Unpredictability is welcome as evidence of fresh thinking, but not when it suggests inconsistencies that may be born more of crass opportunism than of insight. There are major contradictions in the McCain America has witnessed over the years that are truly troubling.

One is squaring the Mr.-Clean-of-the-Senate McCain, who teamed up with the remarkably principled Democrat Russ Feingold to sponsor historic campaign finance legislation, with the McCain who has brought big-money lobbyists into the center of his Senate office and campaign operation. Those connections with the Beltway bandits remind one that McCain was previously one of the "Keating Five"--senators whose support of deregulation, a code word for undermining legitimate government oversight of business shenanigans--facilitated the savings-and-loan crisis of the 1980s and '90s. Not a happy association, at a time when the consequences of bank deregulation surfaces as the subprime mortgage lending scandal that is wrecking the US economy.

Then there is the heroic-warrior McCain, who rose above his own wounds to team up with fellow Vietnam War hero, Democrat John Kerry, to pave the way for normalization of relations with Vietnam. McCain had the courage to reach out to Hanoi, despite a very strong domestic opposition that accused him of betraying the MIAs left behind in Vietnam by negotiating with the former enemy. The subsequent progress on that issue, where US teams could more freely investigate plane crash sites in Vietnam, vindicated McCain, who has favored other diplomatic overtures, including a controversial suggestion of meeting with Hamas. Yet he now attacks Obama for saying he would meet with the leaders of Iran.

On a related point, it is difficult to square the ex-POW's unequivocal condemnation of torture with his accommodation to President Bush's torture policy. Holding Senate hearings on torture, McCain brought the weight of his own experiences against the Administration's flimsy rationalizations. He even held to that principled position during the early primaries, but then ended up voting for legislation that has helped make torture legal, at least in the eyes of the President.

The third major gap between the principled-Senator McCain and the presidential candidate McCain concerns his stance toward the military-industrial complex that has seized upon the fearmongering in post 9/11 America to justify the biggest peacetime military budget in any nation's history. As a senator, McCain was a rare and forceful voice against enormous waste in the military budget for programs designed to fight an enemy that no longer existed and which could not be justified in the name of fighting terrorism.
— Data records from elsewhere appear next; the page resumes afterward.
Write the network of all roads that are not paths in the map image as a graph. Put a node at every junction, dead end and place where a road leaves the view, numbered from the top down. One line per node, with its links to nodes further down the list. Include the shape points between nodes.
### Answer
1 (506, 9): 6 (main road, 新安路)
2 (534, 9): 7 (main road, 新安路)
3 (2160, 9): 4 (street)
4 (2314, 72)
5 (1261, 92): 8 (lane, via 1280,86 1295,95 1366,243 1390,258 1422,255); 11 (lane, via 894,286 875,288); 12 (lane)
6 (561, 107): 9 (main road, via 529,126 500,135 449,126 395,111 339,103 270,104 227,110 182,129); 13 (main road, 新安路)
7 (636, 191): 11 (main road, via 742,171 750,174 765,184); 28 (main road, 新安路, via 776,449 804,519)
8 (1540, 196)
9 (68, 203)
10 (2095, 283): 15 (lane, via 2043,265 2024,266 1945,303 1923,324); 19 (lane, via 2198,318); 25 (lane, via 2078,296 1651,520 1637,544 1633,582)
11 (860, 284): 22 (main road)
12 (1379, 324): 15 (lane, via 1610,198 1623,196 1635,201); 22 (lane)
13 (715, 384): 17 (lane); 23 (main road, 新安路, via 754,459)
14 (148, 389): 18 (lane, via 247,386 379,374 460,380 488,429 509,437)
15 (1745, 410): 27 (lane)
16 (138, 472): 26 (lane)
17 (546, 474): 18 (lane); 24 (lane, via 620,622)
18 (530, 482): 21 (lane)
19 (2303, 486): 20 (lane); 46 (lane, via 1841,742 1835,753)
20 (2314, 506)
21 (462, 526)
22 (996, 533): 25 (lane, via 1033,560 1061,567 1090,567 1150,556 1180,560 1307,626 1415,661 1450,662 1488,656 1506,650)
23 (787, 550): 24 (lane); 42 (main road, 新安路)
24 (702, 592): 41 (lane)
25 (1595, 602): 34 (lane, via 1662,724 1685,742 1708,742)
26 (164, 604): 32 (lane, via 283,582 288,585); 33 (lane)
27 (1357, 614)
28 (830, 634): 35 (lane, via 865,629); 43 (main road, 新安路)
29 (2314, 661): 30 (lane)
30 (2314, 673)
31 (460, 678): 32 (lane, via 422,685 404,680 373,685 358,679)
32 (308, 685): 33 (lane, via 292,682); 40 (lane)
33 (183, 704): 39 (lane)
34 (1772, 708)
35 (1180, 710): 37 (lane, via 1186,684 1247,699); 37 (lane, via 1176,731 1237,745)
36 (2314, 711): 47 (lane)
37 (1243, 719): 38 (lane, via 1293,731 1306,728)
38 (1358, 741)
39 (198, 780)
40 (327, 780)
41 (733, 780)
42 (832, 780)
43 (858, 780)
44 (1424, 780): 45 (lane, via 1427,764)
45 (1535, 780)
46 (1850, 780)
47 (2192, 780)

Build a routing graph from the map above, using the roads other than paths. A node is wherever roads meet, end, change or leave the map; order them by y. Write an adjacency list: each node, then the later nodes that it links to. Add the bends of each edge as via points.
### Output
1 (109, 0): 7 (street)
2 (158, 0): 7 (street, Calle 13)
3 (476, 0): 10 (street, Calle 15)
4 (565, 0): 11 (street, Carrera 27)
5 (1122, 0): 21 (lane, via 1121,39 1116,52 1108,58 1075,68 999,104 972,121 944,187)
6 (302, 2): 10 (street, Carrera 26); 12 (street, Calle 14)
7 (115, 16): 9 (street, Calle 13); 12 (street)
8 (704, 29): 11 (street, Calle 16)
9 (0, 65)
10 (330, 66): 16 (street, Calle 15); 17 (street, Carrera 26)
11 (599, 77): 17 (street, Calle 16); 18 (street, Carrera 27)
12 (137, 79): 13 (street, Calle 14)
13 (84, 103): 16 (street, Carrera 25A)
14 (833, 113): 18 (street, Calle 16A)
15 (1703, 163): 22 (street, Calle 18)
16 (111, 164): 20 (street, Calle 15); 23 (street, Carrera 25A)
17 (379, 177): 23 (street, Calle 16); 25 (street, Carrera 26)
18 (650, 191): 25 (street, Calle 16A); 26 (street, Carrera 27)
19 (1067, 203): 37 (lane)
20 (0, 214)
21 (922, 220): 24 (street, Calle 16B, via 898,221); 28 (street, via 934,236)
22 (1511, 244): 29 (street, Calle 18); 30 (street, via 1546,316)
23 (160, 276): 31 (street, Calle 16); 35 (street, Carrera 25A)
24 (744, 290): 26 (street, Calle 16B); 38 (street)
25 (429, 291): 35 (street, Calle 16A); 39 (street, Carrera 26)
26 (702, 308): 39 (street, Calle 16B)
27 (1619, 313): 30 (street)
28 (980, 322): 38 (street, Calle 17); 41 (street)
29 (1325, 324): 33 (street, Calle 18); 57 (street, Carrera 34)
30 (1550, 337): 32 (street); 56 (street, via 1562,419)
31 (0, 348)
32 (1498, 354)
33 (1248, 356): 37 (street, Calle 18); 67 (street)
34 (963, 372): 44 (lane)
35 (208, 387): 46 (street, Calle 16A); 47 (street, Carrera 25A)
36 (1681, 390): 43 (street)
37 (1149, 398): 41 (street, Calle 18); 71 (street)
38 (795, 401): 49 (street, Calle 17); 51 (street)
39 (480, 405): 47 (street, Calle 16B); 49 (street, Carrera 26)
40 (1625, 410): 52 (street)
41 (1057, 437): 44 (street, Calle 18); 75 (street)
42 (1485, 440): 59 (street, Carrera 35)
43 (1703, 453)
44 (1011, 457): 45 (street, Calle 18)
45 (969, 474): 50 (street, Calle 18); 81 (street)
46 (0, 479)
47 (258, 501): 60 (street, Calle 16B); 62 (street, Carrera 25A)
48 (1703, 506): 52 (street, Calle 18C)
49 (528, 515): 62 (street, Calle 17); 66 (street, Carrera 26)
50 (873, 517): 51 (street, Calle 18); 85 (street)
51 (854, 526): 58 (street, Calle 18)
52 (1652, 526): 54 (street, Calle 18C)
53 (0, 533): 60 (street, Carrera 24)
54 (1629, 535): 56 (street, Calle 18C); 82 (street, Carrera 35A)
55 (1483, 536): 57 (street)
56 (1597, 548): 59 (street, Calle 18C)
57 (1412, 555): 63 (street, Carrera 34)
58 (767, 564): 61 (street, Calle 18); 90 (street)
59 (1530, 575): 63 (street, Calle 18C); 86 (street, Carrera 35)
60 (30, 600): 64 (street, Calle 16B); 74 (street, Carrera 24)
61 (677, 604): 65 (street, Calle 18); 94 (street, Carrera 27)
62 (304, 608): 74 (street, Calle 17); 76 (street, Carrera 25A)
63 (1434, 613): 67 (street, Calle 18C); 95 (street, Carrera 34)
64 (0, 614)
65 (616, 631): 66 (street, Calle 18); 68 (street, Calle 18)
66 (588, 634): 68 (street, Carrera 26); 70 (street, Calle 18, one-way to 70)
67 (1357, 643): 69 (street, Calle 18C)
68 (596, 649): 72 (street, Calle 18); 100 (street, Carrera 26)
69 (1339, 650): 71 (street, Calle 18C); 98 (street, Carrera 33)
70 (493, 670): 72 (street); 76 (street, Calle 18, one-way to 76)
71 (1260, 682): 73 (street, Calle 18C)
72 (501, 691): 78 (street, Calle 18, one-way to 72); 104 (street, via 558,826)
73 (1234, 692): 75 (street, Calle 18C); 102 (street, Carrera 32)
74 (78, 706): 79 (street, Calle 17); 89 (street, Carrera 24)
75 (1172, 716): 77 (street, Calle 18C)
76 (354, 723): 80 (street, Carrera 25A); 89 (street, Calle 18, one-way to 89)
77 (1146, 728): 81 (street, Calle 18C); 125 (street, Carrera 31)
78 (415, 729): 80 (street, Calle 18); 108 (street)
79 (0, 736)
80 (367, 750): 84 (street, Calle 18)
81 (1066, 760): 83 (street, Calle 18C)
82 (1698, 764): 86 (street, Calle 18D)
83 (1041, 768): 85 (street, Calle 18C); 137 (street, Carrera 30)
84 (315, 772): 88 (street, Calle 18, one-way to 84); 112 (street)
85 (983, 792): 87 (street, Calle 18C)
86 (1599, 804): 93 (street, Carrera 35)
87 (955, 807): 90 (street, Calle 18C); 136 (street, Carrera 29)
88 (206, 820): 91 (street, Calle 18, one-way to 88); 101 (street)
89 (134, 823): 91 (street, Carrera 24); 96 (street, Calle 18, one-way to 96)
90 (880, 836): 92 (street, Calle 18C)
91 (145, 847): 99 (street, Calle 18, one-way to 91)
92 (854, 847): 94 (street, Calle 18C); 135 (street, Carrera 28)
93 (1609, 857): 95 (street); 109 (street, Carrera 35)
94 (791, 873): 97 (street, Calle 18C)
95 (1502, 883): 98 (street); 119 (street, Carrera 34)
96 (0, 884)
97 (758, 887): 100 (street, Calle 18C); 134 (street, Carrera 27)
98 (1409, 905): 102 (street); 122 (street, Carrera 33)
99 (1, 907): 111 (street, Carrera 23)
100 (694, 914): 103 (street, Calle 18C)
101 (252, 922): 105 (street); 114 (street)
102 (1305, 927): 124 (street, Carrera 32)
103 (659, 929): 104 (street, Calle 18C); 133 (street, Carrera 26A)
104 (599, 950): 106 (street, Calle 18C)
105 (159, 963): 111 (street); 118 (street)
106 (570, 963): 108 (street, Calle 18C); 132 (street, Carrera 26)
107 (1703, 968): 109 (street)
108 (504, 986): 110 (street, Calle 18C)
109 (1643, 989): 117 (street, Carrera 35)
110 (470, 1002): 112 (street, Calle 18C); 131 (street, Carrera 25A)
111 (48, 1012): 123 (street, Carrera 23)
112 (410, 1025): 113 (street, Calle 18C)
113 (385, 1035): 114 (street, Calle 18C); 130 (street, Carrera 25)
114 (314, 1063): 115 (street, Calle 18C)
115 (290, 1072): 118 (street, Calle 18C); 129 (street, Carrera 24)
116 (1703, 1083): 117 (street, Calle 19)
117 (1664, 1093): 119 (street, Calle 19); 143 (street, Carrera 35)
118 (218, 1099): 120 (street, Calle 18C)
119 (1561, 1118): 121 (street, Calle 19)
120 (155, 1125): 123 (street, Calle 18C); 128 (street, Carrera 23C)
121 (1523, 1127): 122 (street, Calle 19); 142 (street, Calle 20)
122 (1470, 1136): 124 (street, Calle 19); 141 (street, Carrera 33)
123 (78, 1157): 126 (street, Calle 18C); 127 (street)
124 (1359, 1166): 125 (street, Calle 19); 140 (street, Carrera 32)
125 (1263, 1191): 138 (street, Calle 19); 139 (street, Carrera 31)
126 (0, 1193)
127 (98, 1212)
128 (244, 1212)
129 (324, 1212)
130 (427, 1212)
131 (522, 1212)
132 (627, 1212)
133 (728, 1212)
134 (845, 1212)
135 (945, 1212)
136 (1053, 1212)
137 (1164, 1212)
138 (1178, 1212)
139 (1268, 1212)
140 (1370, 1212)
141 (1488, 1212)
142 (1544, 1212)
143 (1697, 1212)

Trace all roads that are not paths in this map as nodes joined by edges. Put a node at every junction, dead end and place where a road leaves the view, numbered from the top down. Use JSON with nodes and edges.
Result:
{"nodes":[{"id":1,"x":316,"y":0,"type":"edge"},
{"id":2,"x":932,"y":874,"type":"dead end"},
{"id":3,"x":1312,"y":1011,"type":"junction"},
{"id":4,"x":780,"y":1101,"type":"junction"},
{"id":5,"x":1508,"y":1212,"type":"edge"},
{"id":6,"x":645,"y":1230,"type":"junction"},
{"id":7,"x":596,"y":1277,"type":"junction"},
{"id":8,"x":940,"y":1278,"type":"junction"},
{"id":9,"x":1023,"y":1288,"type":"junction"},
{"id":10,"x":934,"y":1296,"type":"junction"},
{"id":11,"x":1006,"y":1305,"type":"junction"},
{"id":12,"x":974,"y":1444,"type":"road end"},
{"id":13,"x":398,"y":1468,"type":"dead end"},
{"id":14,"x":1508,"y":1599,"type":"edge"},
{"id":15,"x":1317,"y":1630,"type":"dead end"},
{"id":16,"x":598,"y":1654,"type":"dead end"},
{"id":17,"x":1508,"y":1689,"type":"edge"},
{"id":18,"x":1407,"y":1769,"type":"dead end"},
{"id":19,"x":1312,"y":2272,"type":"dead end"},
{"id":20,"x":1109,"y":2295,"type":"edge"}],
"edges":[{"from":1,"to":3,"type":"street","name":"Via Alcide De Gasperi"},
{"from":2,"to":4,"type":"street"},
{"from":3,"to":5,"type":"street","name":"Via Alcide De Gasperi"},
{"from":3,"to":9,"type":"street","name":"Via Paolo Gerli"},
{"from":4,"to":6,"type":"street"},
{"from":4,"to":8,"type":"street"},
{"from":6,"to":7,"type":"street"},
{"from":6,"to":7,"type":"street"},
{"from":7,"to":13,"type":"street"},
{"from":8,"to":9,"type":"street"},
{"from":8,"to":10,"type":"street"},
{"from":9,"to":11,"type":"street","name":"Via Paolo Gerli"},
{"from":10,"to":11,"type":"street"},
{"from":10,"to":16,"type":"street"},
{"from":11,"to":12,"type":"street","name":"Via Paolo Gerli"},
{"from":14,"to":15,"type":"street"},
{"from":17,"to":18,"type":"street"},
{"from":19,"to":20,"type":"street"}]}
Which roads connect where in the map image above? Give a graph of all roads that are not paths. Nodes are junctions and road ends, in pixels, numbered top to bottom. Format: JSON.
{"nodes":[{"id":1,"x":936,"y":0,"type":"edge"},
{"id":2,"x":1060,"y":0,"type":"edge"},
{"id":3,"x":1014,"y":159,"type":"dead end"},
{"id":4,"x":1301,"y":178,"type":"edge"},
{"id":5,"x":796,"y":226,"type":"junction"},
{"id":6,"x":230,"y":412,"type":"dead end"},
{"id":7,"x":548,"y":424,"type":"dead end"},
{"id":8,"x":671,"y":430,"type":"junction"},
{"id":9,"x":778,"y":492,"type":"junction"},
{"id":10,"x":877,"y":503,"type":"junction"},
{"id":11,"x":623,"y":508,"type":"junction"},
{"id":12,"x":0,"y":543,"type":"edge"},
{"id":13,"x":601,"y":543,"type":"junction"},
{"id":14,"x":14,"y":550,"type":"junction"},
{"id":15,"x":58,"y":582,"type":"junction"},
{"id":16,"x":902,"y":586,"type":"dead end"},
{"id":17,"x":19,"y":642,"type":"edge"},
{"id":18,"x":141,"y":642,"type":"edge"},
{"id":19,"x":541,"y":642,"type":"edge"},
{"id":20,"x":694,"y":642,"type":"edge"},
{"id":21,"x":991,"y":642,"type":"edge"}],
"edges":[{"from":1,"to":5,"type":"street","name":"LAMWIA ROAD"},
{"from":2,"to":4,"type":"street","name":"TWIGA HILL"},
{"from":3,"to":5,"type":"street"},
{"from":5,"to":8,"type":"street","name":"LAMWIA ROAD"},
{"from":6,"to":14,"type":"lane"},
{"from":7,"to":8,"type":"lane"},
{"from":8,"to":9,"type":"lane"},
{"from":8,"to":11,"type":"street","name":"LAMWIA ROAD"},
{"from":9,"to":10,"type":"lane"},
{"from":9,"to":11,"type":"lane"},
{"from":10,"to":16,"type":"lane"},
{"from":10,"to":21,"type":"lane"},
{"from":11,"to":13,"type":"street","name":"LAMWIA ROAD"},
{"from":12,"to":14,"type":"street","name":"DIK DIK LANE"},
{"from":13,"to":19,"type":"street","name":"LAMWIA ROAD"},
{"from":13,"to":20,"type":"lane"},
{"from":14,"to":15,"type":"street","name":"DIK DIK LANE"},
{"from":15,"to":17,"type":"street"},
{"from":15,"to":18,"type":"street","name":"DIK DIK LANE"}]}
Thanks in part to McCain's vigilance, a defense contracting scandal he exposed resulted in a Pentagon procurement officer and the CFO of Boeing being sentenced to federal prison, when it was revealed that the Air Force was leasing unneeded air tankers at an initial cost of $30 billion.

It was not the first time that McCain had risen on the Senate floor to accuse the Pentagon of being in cahoots with defense industry lobbyists, and he does deserve high marks for being one of the few members of Congress willing to hold the military-industrial complex accountable. But we hear little from that McCain these days as he goes on and on praising a pointless war in Iraq that has become the main excuse for wasting trillions in so-called defense dollars.

This last is the deal breaker. It is simply not possible to be a genuine small-government-give-taxpayers-a-break President while planning to pour trillions more down the rat hole of failed imperial adventures.
By Robert Scheer
Reprinted with permission from The Nation

The Nation
Add a Comment See all 26 Comments
by ioweign June 8, 2008 3:13 PM EDT
ioweign;

typical neo-con loser, someone makes an intelligent observation grounded in "reality", something conservatives have a problem with, and you resort to
personal attacks. neo cons are UN American.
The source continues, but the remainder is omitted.